▶ [Work instructions] Copy each record exactly, word for word.

Provided material section start

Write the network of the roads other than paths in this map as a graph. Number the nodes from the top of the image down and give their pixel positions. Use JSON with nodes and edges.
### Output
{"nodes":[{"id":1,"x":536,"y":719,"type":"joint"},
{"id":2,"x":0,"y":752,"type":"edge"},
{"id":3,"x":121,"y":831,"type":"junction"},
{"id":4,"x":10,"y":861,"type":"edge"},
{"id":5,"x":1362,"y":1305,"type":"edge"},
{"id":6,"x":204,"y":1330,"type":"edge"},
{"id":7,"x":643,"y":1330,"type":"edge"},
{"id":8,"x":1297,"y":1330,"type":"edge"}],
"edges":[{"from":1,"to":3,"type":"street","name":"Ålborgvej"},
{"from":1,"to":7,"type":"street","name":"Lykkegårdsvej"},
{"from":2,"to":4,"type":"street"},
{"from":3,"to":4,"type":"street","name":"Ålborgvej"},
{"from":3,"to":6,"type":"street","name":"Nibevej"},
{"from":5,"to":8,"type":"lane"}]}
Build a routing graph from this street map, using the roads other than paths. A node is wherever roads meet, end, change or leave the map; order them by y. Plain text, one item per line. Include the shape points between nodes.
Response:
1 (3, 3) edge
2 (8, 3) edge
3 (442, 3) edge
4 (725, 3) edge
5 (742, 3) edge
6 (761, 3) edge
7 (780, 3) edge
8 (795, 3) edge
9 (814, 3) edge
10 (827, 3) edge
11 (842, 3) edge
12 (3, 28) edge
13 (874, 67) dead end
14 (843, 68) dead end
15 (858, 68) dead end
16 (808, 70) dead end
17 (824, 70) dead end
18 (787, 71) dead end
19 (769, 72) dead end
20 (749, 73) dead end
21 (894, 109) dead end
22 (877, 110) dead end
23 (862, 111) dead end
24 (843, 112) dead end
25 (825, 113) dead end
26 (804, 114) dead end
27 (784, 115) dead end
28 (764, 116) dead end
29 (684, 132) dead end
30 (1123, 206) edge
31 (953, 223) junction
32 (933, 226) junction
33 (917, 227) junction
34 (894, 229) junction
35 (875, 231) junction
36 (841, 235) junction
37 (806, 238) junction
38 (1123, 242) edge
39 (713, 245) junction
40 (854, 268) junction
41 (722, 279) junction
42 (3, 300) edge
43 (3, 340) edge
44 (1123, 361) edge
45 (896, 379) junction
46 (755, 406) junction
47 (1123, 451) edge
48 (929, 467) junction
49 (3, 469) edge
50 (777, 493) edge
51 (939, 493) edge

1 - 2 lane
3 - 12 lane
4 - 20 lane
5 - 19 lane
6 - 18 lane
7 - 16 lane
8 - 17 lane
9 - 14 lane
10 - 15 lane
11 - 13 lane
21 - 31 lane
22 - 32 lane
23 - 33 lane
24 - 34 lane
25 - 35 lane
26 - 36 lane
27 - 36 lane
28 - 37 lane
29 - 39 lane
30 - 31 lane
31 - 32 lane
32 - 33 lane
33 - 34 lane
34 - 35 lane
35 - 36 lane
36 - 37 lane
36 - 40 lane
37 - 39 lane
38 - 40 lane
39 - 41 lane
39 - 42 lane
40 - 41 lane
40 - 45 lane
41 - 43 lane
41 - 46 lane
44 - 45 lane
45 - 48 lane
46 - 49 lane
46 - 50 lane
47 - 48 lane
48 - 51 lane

Provided material section end

▶ [Exercise response]
Write the network of the roads other than paths in this map as a graph. Number the nodes from the top of the image down and give their pixel positions. Use JSON with nodes and edges.
### Output
{"nodes":[{"id":1,"x":536,"y":719,"type":"joint"},
{"id":2,"x":0,"y":752,"type":"edge"},
{"id":3,"x":121,"y":831,"type":"junction"},
{"id":4,"x":10,"y":861,"type":"edge"},
{"id":5,"x":1362,"y":1305,"type":"edge"},
{"id":6,"x":204,"y":1330,"type":"edge"},
{"id":7,"x":643,"y":1330,"type":"edge"},
{"id":8,"x":1297,"y":1330,"type":"edge"}],
"edges":[{"from":1,"to":3,"type":"street","name":"Ålborgvej"},
{"from":1,"to":7,"type":"street","name":"Lykkegårdsvej"},
{"from":2,"to":4,"type":"street"},
{"from":3,"to":4,"type":"street","name":"Ålborgvej"},
{"from":3,"to":6,"type":"street","name":"Nibevej"},
{"from":5,"to":8,"type":"lane"}]}
Build a routing graph from this street map, using the roads other than paths. A node is wherever roads meet, end, change or leave the map; order them by y. Plain text, one item per line. Include the shape points between nodes.
Response:
1 (3, 3) edge
2 (8, 3) edge
3 (442, 3) edge
4 (725, 3) edge
5 (742, 3) edge
6 (761, 3) edge
7 (780, 3) edge
8 (795, 3) edge
9 (814, 3) edge
10 (827, 3) edge
11 (842, 3) edge
12 (3, 28) edge
13 (874, 67) dead end
14 (843, 68) dead end
15 (858, 68) dead end
16 (808, 70) dead end
17 (824, 70) dead end
18 (787, 71) dead end
19 (769, 72) dead end
20 (749, 73) dead end
21 (894, 109) dead end
22 (877, 110) dead end
23 (862, 111) dead end
24 (843, 112) dead end
25 (825, 113) dead end
26 (804, 114) dead end
27 (784, 115) dead end
28 (764, 116) dead end
29 (684, 132) dead end
30 (1123, 206) edge
31 (953, 223) junction
32 (933, 226) junction
33 (917, 227) junction
34 (894, 229) junction
35 (875, 231) junction
36 (841, 235) junction
37 (806, 238) junction
38 (1123, 242) edge
39 (713, 245) junction
40 (854, 268) junction
41 (722, 279) junction
42 (3, 300) edge
43 (3, 340) edge
44 (1123, 361) edge
45 (896, 379) junction
46 (755, 406) junction
47 (1123, 451) edge
48 (929, 467) junction
49 (3, 469) edge
50 (777, 493) edge
51 (939, 493) edge

1 - 2 lane
3 - 12 lane
4 - 20 lane
5 - 19 lane
6 - 18 lane
7 - 16 lane
8 - 17 lane
9 - 14 lane
10 - 15 lane
11 - 13 lane
21 - 31 lane
22 - 32 lane
23 - 33 lane
24 - 34 lane
25 - 35 lane
26 - 36 lane
27 - 36 lane
28 - 37 lane
29 - 39 lane
30 - 31 lane
31 - 32 lane
32 - 33 lane
33 - 34 lane
34 - 35 lane
35 - 36 lane
36 - 37 lane
36 - 40 lane
37 - 39 lane
38 - 40 lane
39 - 41 lane
39 - 42 lane
40 - 41 lane
40 - 45 lane
41 - 43 lane
41 - 46 lane
44 - 45 lane
45 - 48 lane
46 - 49 lane
46 - 50 lane
47 - 48 lane
48 - 51 lane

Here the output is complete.